Heinrich Böll (1917-1985)

 

Bekenntnis zur Trümmerliteratur (Essay, 1952)

 

Wir schrieben also vom Krieg, von der Heimkehr und dem, was wir im Krieg gesehen hatten und bei der Heimkehr vorfanden: von Trümmern; das ergab drei Schlagwörter, die der jungen Literatur angehängt wurden: Kriegs-, Heimkehrer- und Trümmerliteratur.

Die Bezeichnungen als solche sind berechtigt: es war Krieg gewesen, sechs Jahre lang, wir kehrten heim aus diesem Krieg, wir fanden Trümmer und schrieben darüber. Merkwürdig, fast verdächtig war nur der vorwurfsvolle, fast gekrankte Ton, mit dem man sich dieser Bezeichnung bediente: man schien uns zwar nicht verantwortlich zu machen dafür, dass Krieg gewesen, dass alles in Trümmern lag, nur nahm man uns offenbar übel, dass wir es gesehen hatten und sahen, aber wir hatten keine Binde vor den Augen und sahen es: Ein gutes Auge gehört zum Handwerkszeug des Schriftstellers.

Die Zeitgenossen in die Idylle zu entführen würde uns allzu grausam erscheinen, das Erwachen daraus wäre schrecklich [...]

Wer Augen hat, zu sehen, der sehe!
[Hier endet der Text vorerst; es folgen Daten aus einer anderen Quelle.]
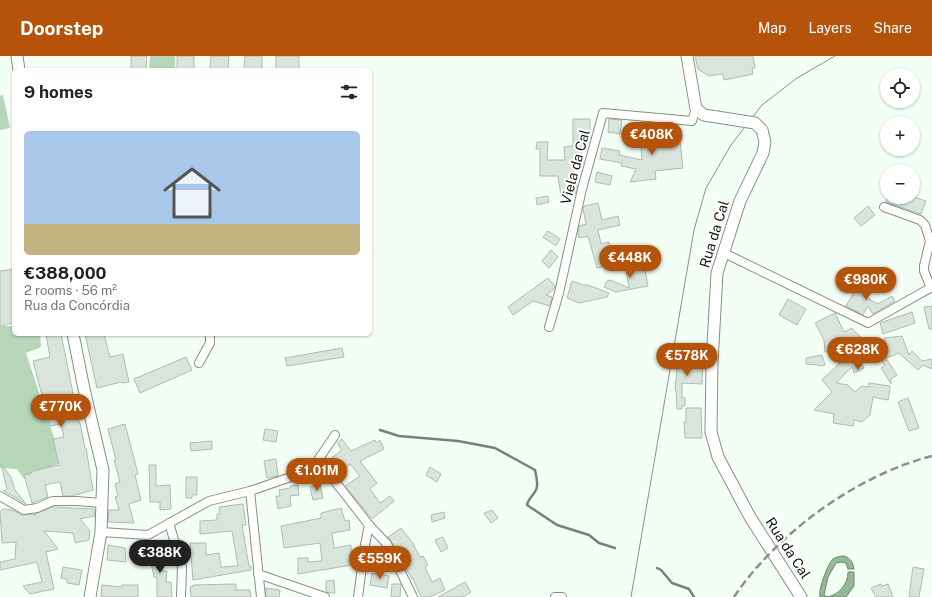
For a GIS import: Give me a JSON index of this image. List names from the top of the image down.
{
  "streets": {
    "street": ["Viela da Cal", "Rua da Cal"]
  },
  "crossings": [
    ["Viela da Cal", "Rua da Cal"]
  ],
  "page": {
    "header": "Doorstep",
    "nav": ["Map", "Layers", "Share"],
    "map_buttons": ["+", "−"],
    "heading": "9 homes",
    "list": [
      {
        "name": "€388,000",
        "note": "2 rooms · 56 m² · Rua da Concórdia"
      }
    ],
    "price": [
      "€408K",
      "€448K",
      "€980K",
      "€628K",
      "€578K",
      "€770K",
      "€1.01M",
      "€388K",
      "€559K"
    ]
  }
}
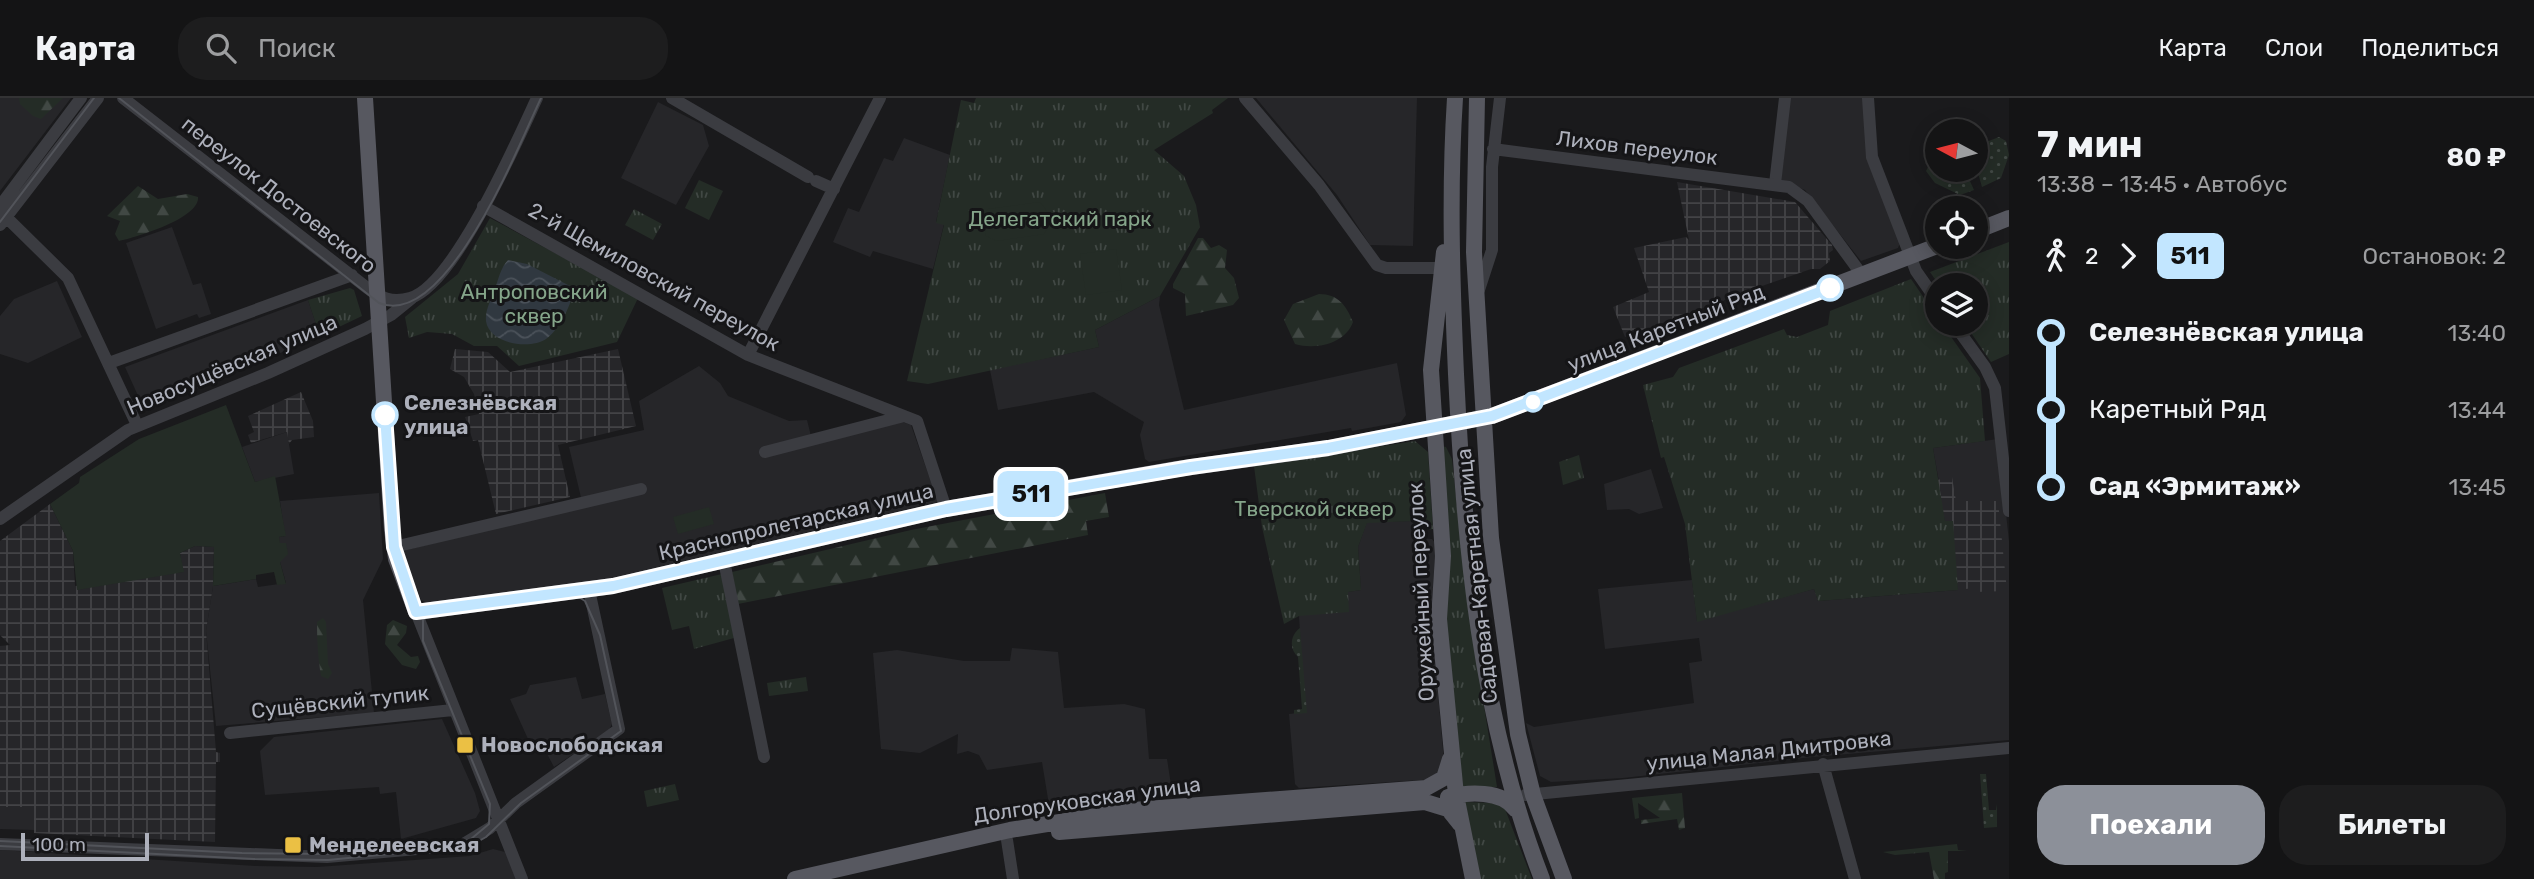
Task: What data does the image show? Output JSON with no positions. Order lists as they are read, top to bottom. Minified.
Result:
{"streets":{"main road":["улица Каретный Ряд","Краснопролетарская улица","Садовая-Каретная улица","Оружейный переулок","Долгоруковская улица"],"street":["Лихов переулок","переулок Достоевского","2-й Щемиловский переулок","Новосущёвская улица","Сущёвский тупик","улица Малая Дмитровка"]},"crossings":[["Лихов переулок","улица Каретный Ряд"],["2-й Щемиловский переулок","Новосущёвская улица"],["2-й Щемиловский переулок","Краснопролетарская улица"],["улица Каретный Ряд","Краснопролетарская улица"],["улица Каретный Ряд","Садовая-Каретная улица"],["улица Каретный Ряд","Оружейный переулок"],["Краснопролетарская улица","Садовая-Каретная улица"],["Краснопролетарская улица","Оружейный переулок"],["Садовая-Каретная улица","Оружейный переулок"],["Садовая-Каретная улица","улица Малая Дмитровка"]],"parks":["Делегатский парк","Антроповский сквер","Тверской сквер"],"places":{"other":["Селезнёвская улица"],"transit":["Новослободская","Менделеевская"]},"lines":["bus line 511"],"scale_bar":"100 m","north":"left","page":{"header":"Карта","search":"Поиск","nav":["Карта","Слои","Поделиться"],"on_map":"511","heading":["7 мин","13:38 – 13:45 · Автобус","80 ₽"],"legs":["2","511","Остановок: 2"],"list":[{"name":"Селезнёвская улица","value":"13:40"},{"name":"Каретный Ряд","value":"13:44"},{"name":"Сад «Эрмитаж»","value":"13:45"}],"buttons":["Поехали","Билеты"],"scale":"100 m"}}
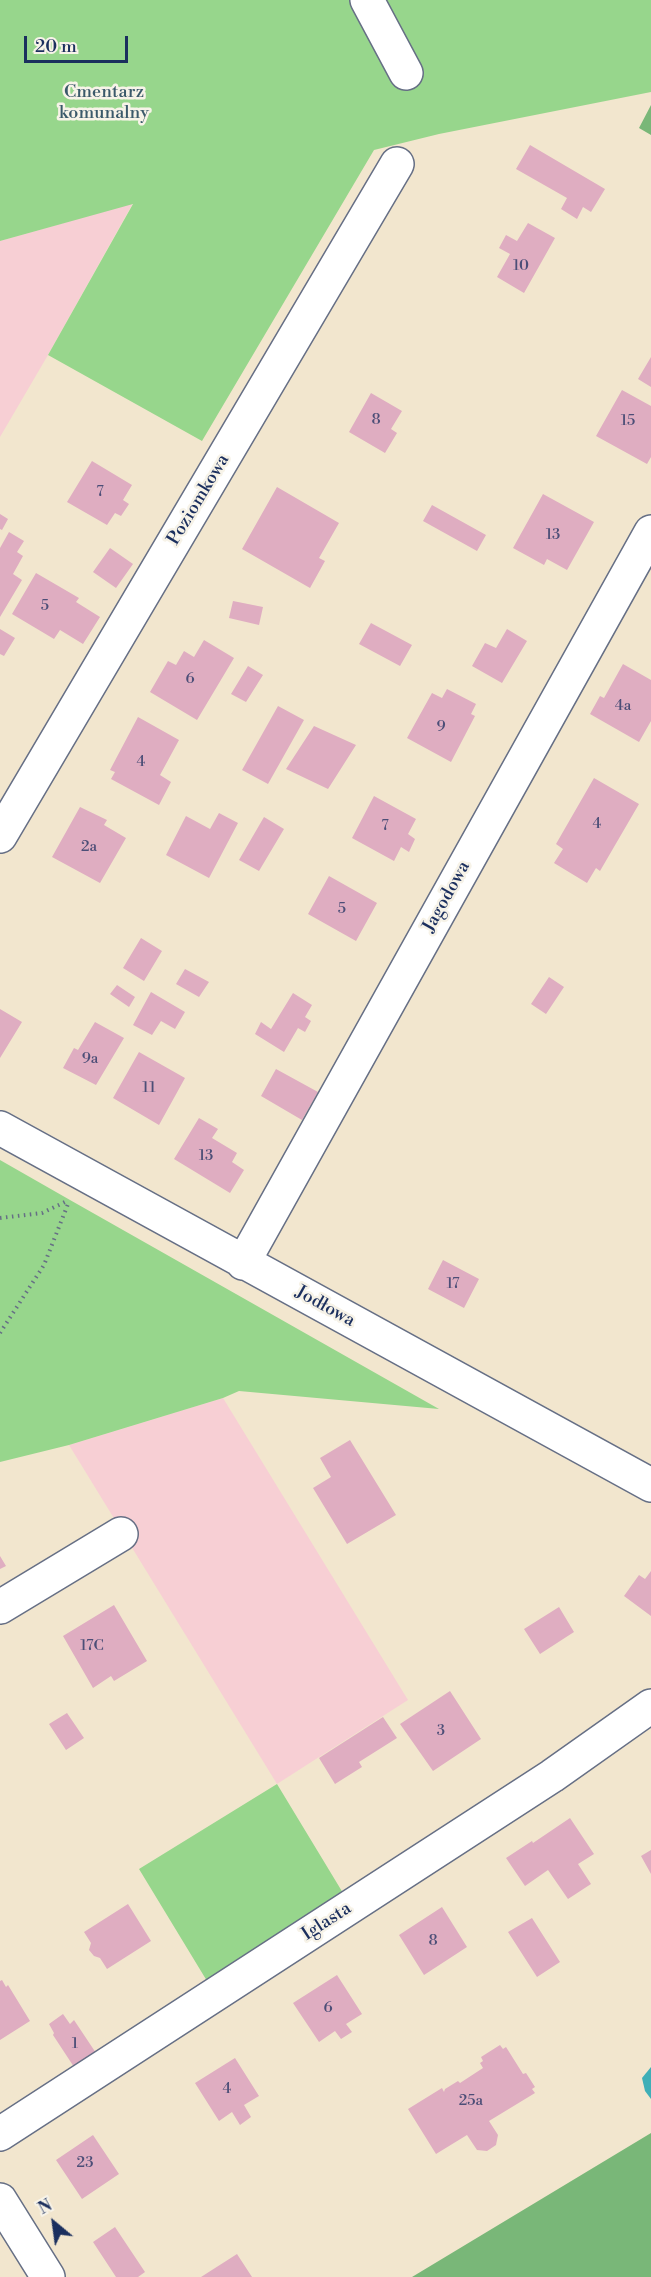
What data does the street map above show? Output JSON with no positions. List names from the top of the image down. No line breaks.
{"streets":{"street":["Poziomkowa","Jagodowa","Jodłowa","Iglasta"]},"crossings":[["Jagodowa","Jodłowa"]],"parks":["Cmentarz komunalny"],"house_numbers":["10","8","15","7","13","5","6","4a","9","4","4","7","2a","5","9a","11","13","17","17C","3","8","6","1","4","25a","23"],"scale_bar":"20 m","north":"top left"}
Und in unserer schönen Muttersprache hat Sehen eine Bedeutung, die nicht mit optischen Kategorien allein zu erschöpfen ist: Wer Augen hat, zu sehen, für den werden die Dinge durchsichtig - und es müßte ihm möglich werden, sich zu durchschauen, und man kann versuchen, sich mittels der Sprache zu durchschauen, in sie hineinzusehen. Das Auge des Schriftstellers sollte menschlich und unbestechlich sein: man braucht nicht gerade Blindekuh zu spielen, es gibt rosarote, blaue, schwarze Brillen - sie färben die Wirklichkeit jeweils so, wie man sie gerade braucht. Rosarot wird gut bezahlt, es ist meistens sehr beliebt - und der Möglichkeiten zur Bestechung gibt es viele -, aber auch Schwarz ist hin und wieder beliebt, und wenn es gerade beliebt ist, wird auch Schwarz gut bezahlt. Aber wir wollen es so sehen, wie es ist, mit einem menschlichen Auge, das normalerweise nicht ganz trocken und nicht ganz nass ist, sondern feucht - und wir wollen daran erinnern, dass das lateinische Wort für Feuchtigkeit Humor ist -, ohne zu vergessen, dass unsere Augen auch trocken werden können oder nass; dass es Dinge gibt, bei denen kein Anlass für Humor

besteht. Unsere Augen sehen täglich viel: sie sehen den Bäcker, der unser Brot backt, sehen das Mädchen in der Fabrik - und unsere Augen erinnern sich der Friedhöfe; und unsere Augen sehen Trummer: die Städte sind zerstört, die Städte sind Friedhöfe, und um sie herum sehen unsere Augen Gebäude entstehen, die uns an Kulissen erinnern, Gebäude, in denen keine Menschen wohnen, sondern Menschen verwaltet werden, verwaltet als Versicherte, als Staatsbürger, Bürger einer Stadt, als solche, die Geld einzahlen oder Geld entleihen - es gibt unzählige Gründe, um derentwillen ein Mensch verwaltet werden kann.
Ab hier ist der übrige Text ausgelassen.